_TO DO_
Among the lines below, tally those holding the string "Square" and give the total only.

_RECORDS FOR THIS TASK_
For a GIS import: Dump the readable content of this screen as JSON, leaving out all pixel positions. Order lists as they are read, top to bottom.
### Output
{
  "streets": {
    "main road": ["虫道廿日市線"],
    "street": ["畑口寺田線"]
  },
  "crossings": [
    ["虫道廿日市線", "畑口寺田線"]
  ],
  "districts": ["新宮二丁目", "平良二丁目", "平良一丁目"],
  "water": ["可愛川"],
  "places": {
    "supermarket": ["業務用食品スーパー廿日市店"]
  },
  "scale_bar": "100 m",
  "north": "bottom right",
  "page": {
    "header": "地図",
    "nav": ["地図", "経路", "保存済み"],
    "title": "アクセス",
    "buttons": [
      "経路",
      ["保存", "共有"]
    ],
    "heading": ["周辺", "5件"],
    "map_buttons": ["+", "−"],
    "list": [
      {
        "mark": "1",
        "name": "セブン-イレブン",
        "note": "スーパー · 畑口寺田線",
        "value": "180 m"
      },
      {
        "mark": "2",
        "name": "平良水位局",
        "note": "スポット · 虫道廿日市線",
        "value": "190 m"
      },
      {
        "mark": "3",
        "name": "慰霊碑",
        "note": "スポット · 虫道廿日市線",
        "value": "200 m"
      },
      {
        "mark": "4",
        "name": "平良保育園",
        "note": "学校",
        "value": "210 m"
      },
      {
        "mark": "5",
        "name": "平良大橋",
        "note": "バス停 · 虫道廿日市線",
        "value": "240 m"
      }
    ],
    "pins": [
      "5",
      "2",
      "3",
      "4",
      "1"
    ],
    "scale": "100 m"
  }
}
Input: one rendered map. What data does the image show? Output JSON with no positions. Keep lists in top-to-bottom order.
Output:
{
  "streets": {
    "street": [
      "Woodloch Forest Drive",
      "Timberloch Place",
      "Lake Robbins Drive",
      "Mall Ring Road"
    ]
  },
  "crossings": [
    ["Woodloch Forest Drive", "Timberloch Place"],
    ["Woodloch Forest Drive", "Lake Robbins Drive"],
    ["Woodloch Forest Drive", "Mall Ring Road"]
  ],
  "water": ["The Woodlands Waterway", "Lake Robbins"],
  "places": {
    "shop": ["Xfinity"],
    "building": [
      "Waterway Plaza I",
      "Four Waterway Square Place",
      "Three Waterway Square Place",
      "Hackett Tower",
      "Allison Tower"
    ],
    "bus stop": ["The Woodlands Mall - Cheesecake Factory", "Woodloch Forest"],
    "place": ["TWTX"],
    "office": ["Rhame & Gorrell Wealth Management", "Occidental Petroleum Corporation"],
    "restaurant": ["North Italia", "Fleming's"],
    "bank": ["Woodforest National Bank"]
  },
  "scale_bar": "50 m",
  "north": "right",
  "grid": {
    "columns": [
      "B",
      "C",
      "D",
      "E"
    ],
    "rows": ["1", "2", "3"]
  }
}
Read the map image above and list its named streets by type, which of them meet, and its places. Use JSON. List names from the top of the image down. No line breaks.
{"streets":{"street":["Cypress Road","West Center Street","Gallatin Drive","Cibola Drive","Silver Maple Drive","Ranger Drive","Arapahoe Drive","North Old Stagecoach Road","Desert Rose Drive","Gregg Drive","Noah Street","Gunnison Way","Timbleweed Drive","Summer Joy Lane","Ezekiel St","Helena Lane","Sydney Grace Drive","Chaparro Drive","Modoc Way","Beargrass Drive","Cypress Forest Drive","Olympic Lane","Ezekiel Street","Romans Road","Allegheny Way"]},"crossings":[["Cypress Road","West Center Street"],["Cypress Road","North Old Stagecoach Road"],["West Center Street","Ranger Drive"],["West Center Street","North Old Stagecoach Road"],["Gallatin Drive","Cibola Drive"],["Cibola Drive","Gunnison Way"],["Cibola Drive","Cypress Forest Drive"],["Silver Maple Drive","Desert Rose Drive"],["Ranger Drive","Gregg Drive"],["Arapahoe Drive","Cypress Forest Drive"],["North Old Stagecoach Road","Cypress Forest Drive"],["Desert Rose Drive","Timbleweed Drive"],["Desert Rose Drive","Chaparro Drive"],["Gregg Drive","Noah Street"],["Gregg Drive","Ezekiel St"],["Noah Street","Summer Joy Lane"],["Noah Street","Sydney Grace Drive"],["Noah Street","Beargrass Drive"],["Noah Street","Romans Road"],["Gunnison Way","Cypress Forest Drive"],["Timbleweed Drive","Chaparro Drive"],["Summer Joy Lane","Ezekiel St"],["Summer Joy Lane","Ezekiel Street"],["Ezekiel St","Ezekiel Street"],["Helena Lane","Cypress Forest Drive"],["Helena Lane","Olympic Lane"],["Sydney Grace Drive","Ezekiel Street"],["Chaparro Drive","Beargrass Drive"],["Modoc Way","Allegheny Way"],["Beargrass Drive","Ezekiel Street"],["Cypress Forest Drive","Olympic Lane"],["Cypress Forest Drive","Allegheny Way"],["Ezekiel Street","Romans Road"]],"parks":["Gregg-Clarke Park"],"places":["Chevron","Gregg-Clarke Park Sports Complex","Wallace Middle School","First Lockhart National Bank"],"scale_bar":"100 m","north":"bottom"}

_WRITTEN SOLUTION_
2